## PROBLEM TO SOLVE:
Say how many of the lines below contain the word "צהלה"; nothing else belongs in the answer.

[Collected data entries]
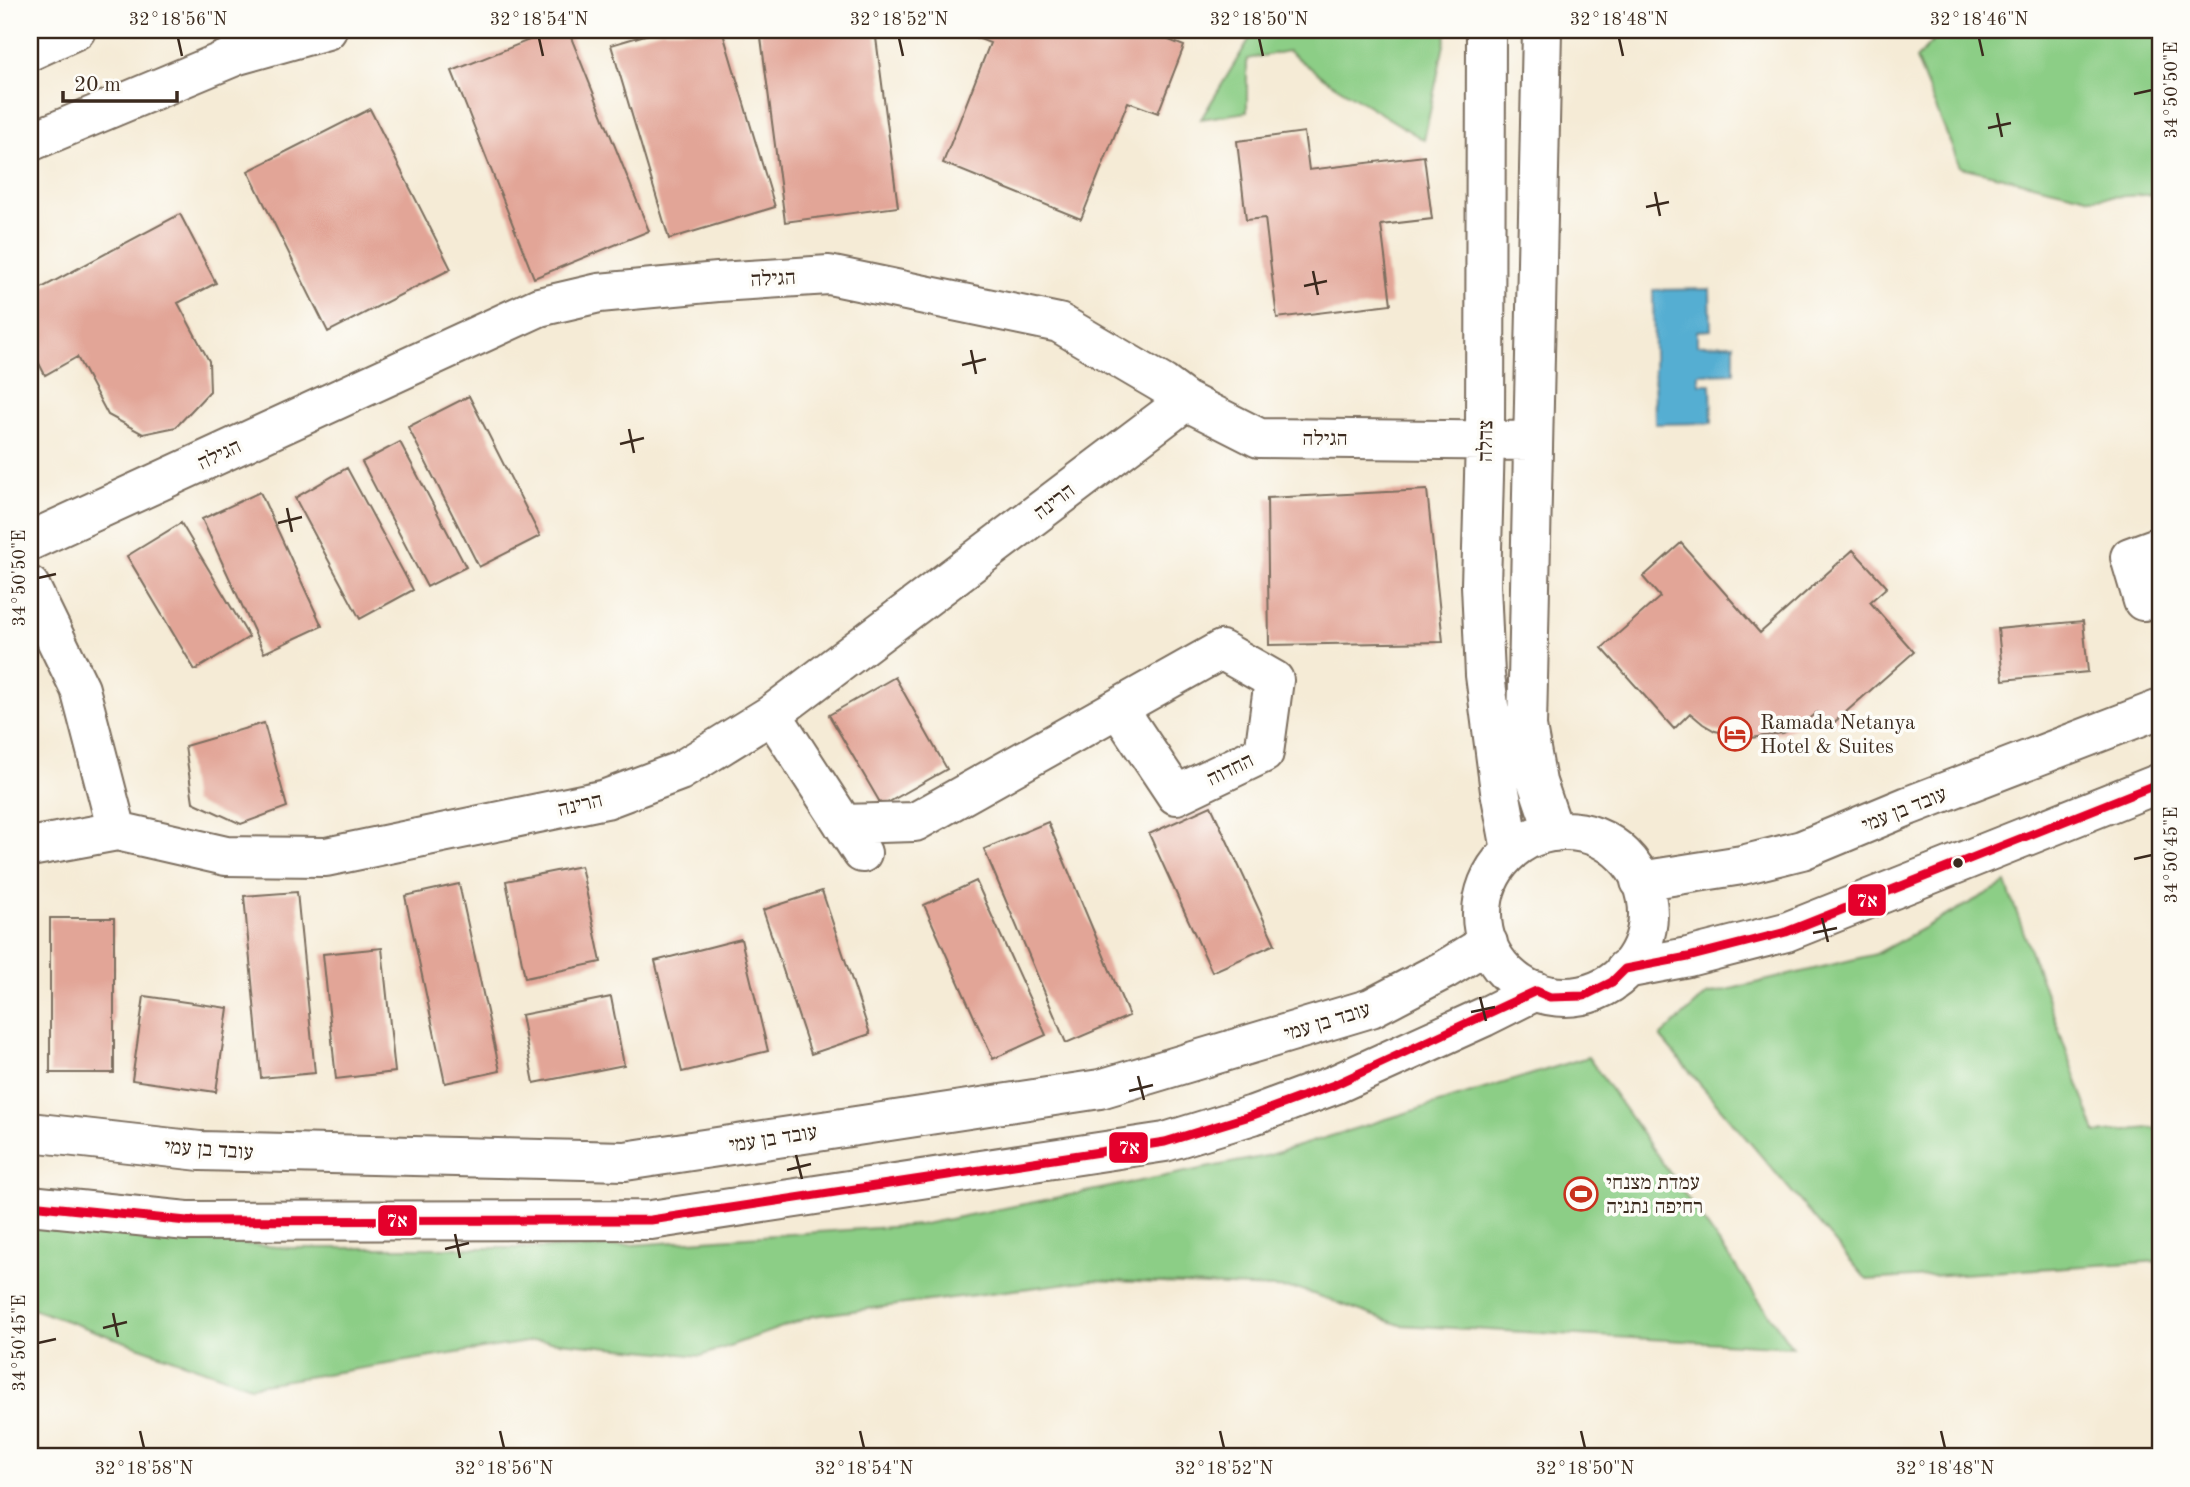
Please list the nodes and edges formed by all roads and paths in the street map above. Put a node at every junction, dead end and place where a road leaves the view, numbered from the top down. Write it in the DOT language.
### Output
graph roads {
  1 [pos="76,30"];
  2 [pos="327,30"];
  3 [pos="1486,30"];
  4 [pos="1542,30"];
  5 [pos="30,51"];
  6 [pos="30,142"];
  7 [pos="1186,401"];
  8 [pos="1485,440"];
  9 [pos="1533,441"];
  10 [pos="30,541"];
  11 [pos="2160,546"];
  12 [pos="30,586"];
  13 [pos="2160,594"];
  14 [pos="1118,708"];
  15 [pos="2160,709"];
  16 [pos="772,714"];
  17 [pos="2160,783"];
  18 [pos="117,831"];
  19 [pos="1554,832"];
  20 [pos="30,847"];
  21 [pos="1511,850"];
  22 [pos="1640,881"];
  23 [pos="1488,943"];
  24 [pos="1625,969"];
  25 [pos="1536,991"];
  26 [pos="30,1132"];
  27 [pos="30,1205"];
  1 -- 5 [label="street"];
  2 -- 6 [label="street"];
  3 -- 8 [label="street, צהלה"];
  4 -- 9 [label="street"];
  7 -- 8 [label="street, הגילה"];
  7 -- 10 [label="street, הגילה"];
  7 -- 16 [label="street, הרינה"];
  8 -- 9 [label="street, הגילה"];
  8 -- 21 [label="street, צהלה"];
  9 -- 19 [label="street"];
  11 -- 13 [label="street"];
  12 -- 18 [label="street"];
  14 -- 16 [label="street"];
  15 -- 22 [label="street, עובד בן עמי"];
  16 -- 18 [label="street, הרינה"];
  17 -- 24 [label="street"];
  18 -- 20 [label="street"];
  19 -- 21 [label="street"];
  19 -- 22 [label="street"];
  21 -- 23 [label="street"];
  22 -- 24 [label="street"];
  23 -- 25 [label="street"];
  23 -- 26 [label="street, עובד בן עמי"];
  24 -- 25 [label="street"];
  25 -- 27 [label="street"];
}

## TASK ANSWER:
2